A Paracrine Mechanism Involving Renal Tubular Cells, Adipocytes and Macrophages Promotes Kidney Stone Formation in a Simulated Metabolic Syndrome Environment

Abstract

We developed an invitro system composed of renal tubular cells, adipocytes and macrophages to simulate metabolic syndrome conditions. We investigated the molecular communication mechanism of these cells and their involvement in kidney stone formation. Mouse renal tubular cells (M-1) were cocultured with adipocytes (3T3-L1) and/or macrophages (RAW264.7).

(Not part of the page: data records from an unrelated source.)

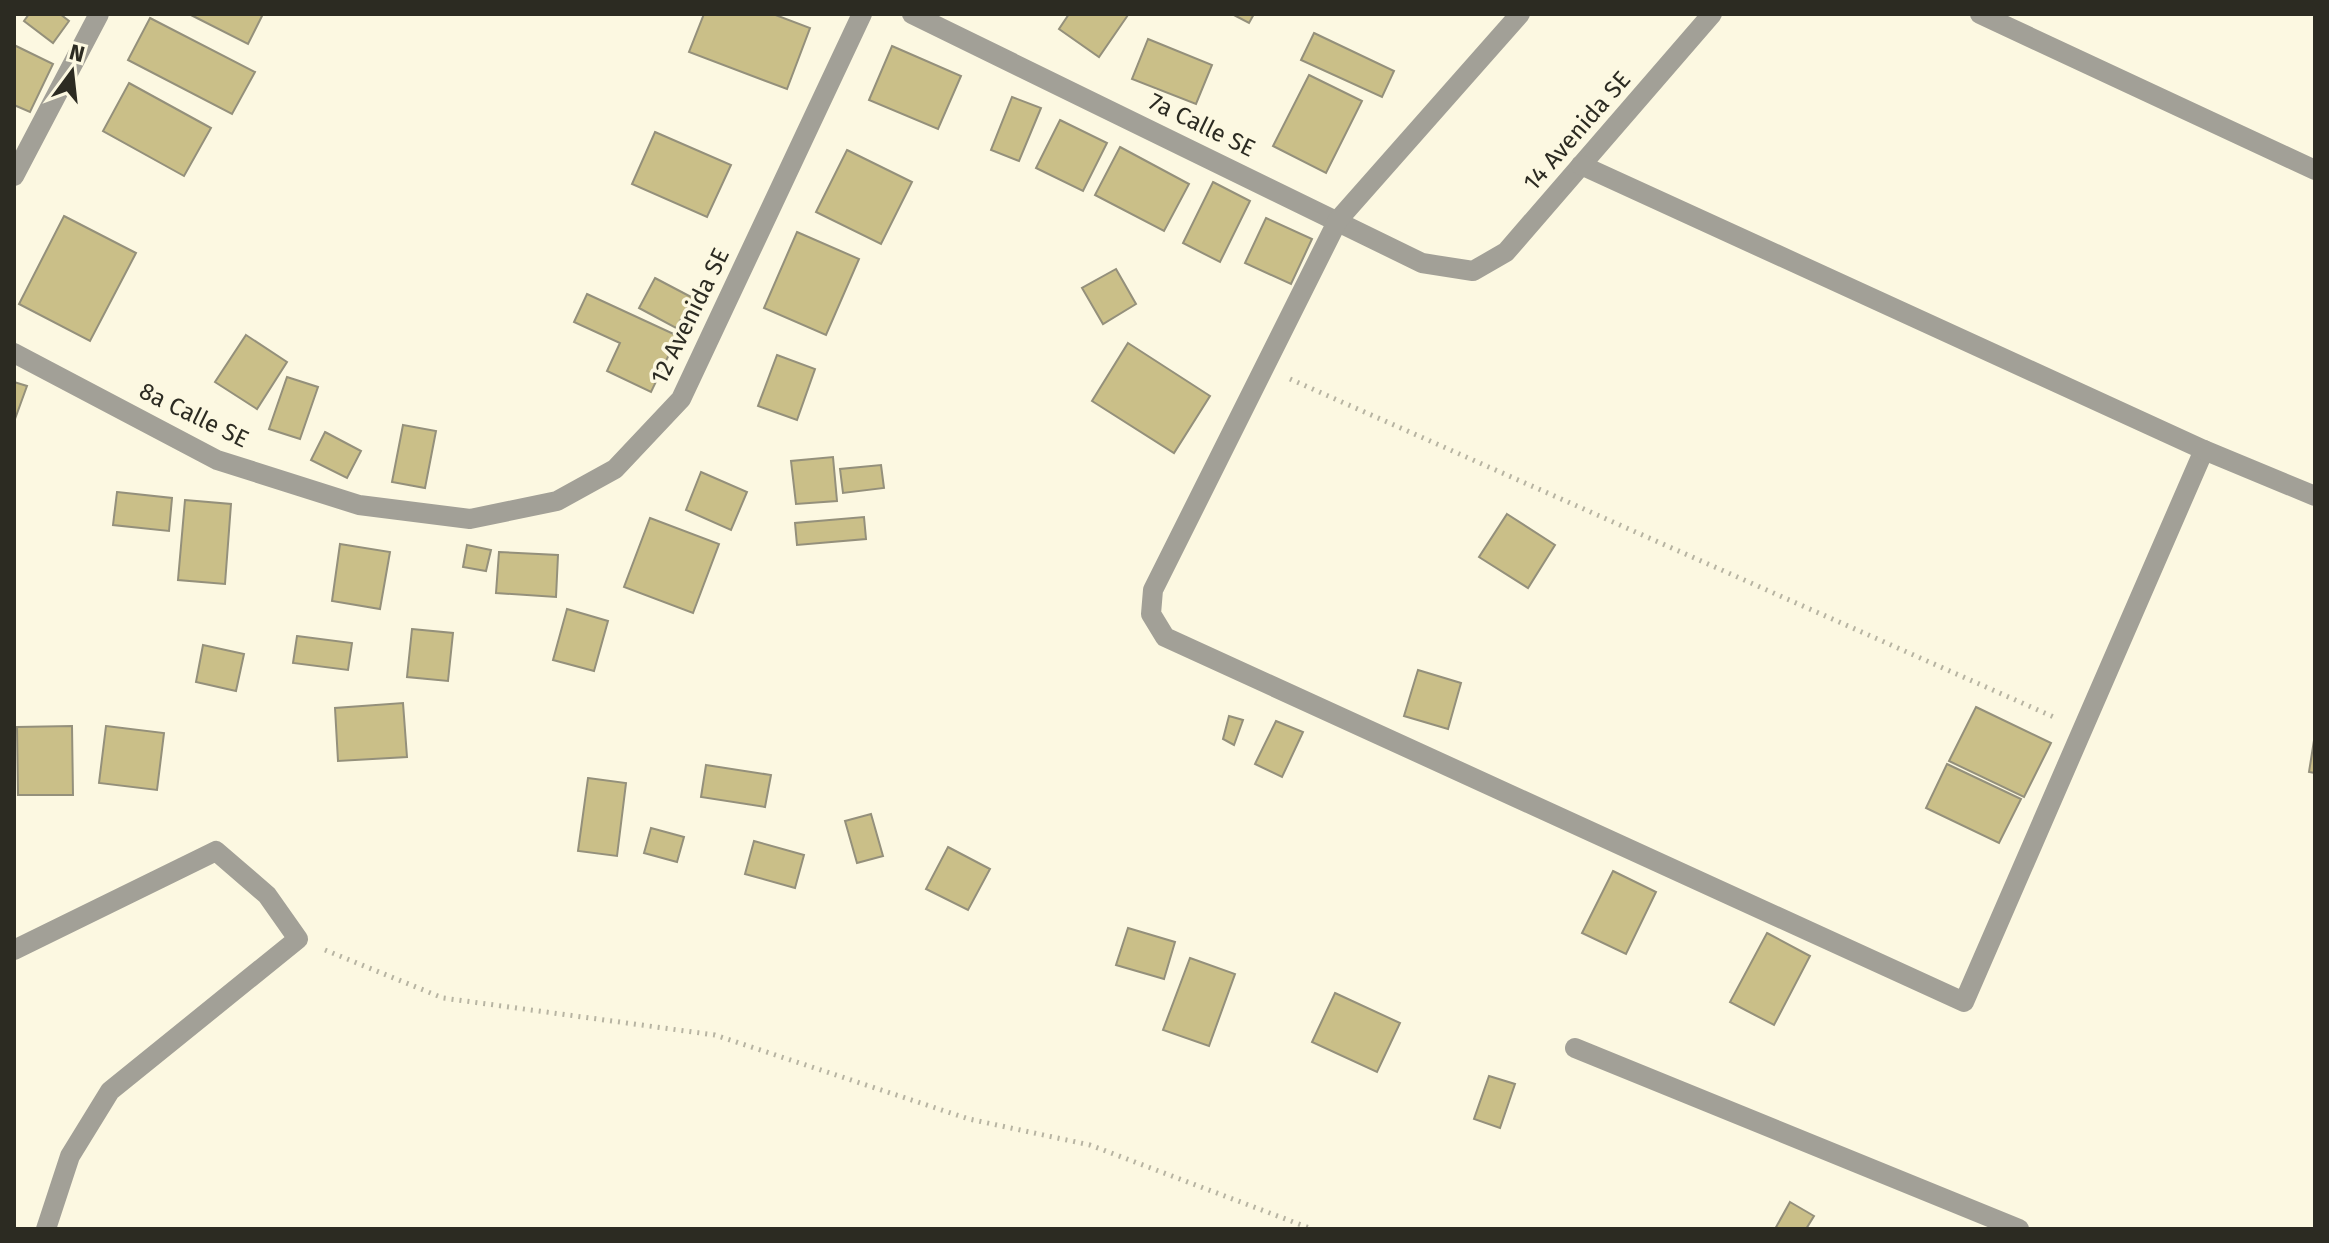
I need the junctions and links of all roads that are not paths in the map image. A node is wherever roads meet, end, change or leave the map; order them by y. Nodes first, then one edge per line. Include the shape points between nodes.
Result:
1 (99, 14) edge
2 (862, 14) edge
3 (912, 14) edge
4 (1520, 14) edge
5 (1712, 14) edge
6 (1980, 14) edge
7 (1581, 165) junction
8 (2315, 170) edge
9 (14, 176) edge
10 (1338, 220) junction
11 (1473, 271) joint
12 (14, 353) edge
13 (2204, 450) junction
14 (2315, 496) edge
15 (359, 505) joint
16 (14, 950) edge
17 (1575, 1048) dead end
18 (46, 1229) edge
19 (2019, 1229) edge

1 - 9 street
2 - 15 street, 12 Avenida SE via 681,399 615,469 557,501 470,519
3 - 10 street, 7a Calle SE
4 - 10 street
5 - 7 street, 14 Avenida SE
6 - 8 street
7 - 11 street, 14 Avenida SE via 1506,252
7 - 13 street
10 - 11 street, 7a Calle SE via 1422,263
10 - 13 street via 1153,590 1151,614 1165,637 1964,1002
12 - 15 street, 8a Calle SE via 217,460
13 - 14 street
16 - 18 street via 216,851 267,895 298,939 110,1091 70,1156
17 - 19 street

Calcium oxalate monohydrate crystals were exposed to M-1 cells after 48-hour coculture and the number of calcium oxalate monohydrate crystals adherent to the cells was quantified. The expression of cocultured medium and M-1 cell inflammatory factors was analyzed by enzyme-linked immunosorbent assay and quantitative polymerase chain reaction, respectively. The inflammatory markers MCP-1, OPN and TNF-α were markedly up-regulated in cocultured M-1 cells. OPN expression increased in M-1 cells cocultured with RAW264.7 cells while MCP-1 and TNF-α were over expressed in M-1 cells cocultured with 3T3-L1 cells. Coculturing M-1 cells simultaneously with 3T3-L1 and RAW264.7 cells resulted in a significant increase in calcium oxalate monohydrate crystal adherence to M-1 cells. Inflammatory cytokine changes were induced by coculturing renaltubular cells with adipocytes and/or macrophages without direct contact, indicating that crosstalk between adipocytes/macrophages and renal tubular cells was mediated by soluble factors. The susceptibility to urolithiasis of patients with metabolic syndrome might be due to aggravated inflammation of renal tubular cells triggered by a paracrine mechanism involving these 3 cell types.